*** Records shown ***
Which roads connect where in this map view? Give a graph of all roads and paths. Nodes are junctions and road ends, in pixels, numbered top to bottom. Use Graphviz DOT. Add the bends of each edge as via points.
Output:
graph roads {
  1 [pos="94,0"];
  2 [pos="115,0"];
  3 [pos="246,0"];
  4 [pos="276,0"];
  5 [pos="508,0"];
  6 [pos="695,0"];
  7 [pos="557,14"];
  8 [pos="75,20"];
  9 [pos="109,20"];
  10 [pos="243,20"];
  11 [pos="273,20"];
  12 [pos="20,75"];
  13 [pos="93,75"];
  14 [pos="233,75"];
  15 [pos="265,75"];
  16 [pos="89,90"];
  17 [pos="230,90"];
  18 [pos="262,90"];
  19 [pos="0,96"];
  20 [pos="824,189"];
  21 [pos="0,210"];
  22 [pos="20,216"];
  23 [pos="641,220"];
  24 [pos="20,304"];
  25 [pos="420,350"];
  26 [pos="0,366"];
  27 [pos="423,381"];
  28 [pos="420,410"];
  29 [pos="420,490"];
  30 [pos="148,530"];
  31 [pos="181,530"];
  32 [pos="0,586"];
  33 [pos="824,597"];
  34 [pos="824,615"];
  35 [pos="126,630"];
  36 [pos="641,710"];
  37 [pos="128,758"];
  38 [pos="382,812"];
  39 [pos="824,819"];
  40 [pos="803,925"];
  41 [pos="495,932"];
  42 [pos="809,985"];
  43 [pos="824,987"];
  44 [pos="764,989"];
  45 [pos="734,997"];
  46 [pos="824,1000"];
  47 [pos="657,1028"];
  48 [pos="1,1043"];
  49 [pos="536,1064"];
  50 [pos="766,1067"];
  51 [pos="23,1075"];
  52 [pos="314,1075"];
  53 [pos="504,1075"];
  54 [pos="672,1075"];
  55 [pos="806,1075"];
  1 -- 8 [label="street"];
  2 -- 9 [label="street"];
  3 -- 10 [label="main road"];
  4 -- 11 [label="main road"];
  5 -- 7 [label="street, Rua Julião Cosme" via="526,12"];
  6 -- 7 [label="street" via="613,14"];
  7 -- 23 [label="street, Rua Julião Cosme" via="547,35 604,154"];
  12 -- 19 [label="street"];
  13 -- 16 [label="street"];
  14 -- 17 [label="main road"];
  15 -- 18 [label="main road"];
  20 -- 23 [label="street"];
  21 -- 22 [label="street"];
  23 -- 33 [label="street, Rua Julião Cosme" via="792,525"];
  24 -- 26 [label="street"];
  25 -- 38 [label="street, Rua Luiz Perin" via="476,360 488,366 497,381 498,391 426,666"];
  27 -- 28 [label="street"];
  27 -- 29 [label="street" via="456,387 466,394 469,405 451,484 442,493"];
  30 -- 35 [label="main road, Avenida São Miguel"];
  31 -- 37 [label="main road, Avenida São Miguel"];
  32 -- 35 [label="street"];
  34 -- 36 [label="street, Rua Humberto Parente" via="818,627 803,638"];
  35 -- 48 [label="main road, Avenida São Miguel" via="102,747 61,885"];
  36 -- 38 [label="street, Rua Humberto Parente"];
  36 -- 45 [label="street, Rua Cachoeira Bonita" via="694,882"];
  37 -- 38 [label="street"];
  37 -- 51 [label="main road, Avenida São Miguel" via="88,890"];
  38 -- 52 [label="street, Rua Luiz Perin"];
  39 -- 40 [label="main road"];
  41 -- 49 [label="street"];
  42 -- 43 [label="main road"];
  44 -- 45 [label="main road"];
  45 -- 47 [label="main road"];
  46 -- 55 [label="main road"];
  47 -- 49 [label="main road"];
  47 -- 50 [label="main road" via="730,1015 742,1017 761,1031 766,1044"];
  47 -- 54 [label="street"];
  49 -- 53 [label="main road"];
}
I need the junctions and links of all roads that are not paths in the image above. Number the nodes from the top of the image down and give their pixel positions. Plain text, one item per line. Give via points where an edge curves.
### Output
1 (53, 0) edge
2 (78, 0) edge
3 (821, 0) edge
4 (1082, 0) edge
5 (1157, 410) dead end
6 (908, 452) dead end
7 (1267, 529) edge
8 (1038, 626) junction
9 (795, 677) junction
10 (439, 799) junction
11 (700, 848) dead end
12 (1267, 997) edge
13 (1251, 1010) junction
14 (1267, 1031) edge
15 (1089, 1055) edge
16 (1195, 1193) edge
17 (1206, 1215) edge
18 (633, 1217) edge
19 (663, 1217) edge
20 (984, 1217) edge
*** End of Records shown ***
## Activity
Above are the records; reproduce all of them exactly.

## Answer to this exercise
Which roads connect where in this map view? Give a graph of all roads and paths. Nodes are junctions and road ends, in pixels, numbered top to bottom. Use Graphviz DOT. Add the bends of each edge as via points.
Output:
graph roads {
  1 [pos="94,0"];
  2 [pos="115,0"];
  3 [pos="246,0"];
  4 [pos="276,0"];
  5 [pos="508,0"];
  6 [pos="695,0"];
  7 [pos="557,14"];
  8 [pos="75,20"];
  9 [pos="109,20"];
  10 [pos="243,20"];
  11 [pos="273,20"];
  12 [pos="20,75"];
  13 [pos="93,75"];
  14 [pos="233,75"];
  15 [pos="265,75"];
  16 [pos="89,90"];
  17 [pos="230,90"];
  18 [pos="262,90"];
  19 [pos="0,96"];
  20 [pos="824,189"];
  21 [pos="0,210"];
  22 [pos="20,216"];
  23 [pos="641,220"];
  24 [pos="20,304"];
  25 [pos="420,350"];
  26 [pos="0,366"];
  27 [pos="423,381"];
  28 [pos="420,410"];
  29 [pos="420,490"];
  30 [pos="148,530"];
  31 [pos="181,530"];
  32 [pos="0,586"];
  33 [pos="824,597"];
  34 [pos="824,615"];
  35 [pos="126,630"];
  36 [pos="641,710"];
  37 [pos="128,758"];
  38 [pos="382,812"];
  39 [pos="824,819"];
  40 [pos="803,925"];
  41 [pos="495,932"];
  42 [pos="809,985"];
  43 [pos="824,987"];
  44 [pos="764,989"];
  45 [pos="734,997"];
  46 [pos="824,1000"];
  47 [pos="657,1028"];
  48 [pos="1,1043"];
  49 [pos="536,1064"];
  50 [pos="766,1067"];
  51 [pos="23,1075"];
  52 [pos="314,1075"];
  53 [pos="504,1075"];
  54 [pos="672,1075"];
  55 [pos="806,1075"];
  1 -- 8 [label="street"];
  2 -- 9 [label="street"];
  3 -- 10 [label="main road"];
  4 -- 11 [label="main road"];
  5 -- 7 [label="street, Rua Julião Cosme" via="526,12"];
  6 -- 7 [label="street" via="613,14"];
  7 -- 23 [label="street, Rua Julião Cosme" via="547,35 604,154"];
  12 -- 19 [label="street"];
  13 -- 16 [label="street"];
  14 -- 17 [label="main road"];
  15 -- 18 [label="main road"];
  20 -- 23 [label="street"];
  21 -- 22 [label="street"];
  23 -- 33 [label="street, Rua Julião Cosme" via="792,525"];
  24 -- 26 [label="street"];
  25 -- 38 [label="street, Rua Luiz Perin" via="476,360 488,366 497,381 498,391 426,666"];
  27 -- 28 [label="street"];
  27 -- 29 [label="street" via="456,387 466,394 469,405 451,484 442,493"];
  30 -- 35 [label="main road, Avenida São Miguel"];
  31 -- 37 [label="main road, Avenida São Miguel"];
  32 -- 35 [label="street"];
  34 -- 36 [label="street, Rua Humberto Parente" via="818,627 803,638"];
  35 -- 48 [label="main road, Avenida São Miguel" via="102,747 61,885"];
  36 -- 38 [label="street, Rua Humberto Parente"];
  36 -- 45 [label="street, Rua Cachoeira Bonita" via="694,882"];
  37 -- 38 [label="street"];
  37 -- 51 [label="main road, Avenida São Miguel" via="88,890"];
  38 -- 52 [label="street, Rua Luiz Perin"];
  39 -- 40 [label="main road"];
  41 -- 49 [label="street"];
  42 -- 43 [label="main road"];
  44 -- 45 [label="main road"];
  45 -- 47 [label="main road"];
  46 -- 55 [label="main road"];
  47 -- 49 [label="main road"];
  47 -- 50 [label="main road" via="730,1015 742,1017 761,1031 766,1044"];
  47 -- 54 [label="street"];
  49 -- 53 [label="main road"];
}
I need the junctions and links of all roads that are not paths in the image above. Number the nodes from the top of the image down and give their pixel positions. Plain text, one item per line. Give via points where an edge curves.
### Output
1 (53, 0) edge
2 (78, 0) edge
3 (821, 0) edge
4 (1082, 0) edge
5 (1157, 410) dead end
6 (908, 452) dead end
7 (1267, 529) edge
8 (1038, 626) junction
9 (795, 677) junction
10 (439, 799) junction
11 (700, 848) dead end
12 (1267, 997) edge
13 (1251, 1010) junction
14 (1267, 1031) edge
15 (1089, 1055) edge
16 (1195, 1193) edge
17 (1206, 1215) edge
18 (633, 1217) edge
19 (663, 1217) edge
20 (984, 1217) edge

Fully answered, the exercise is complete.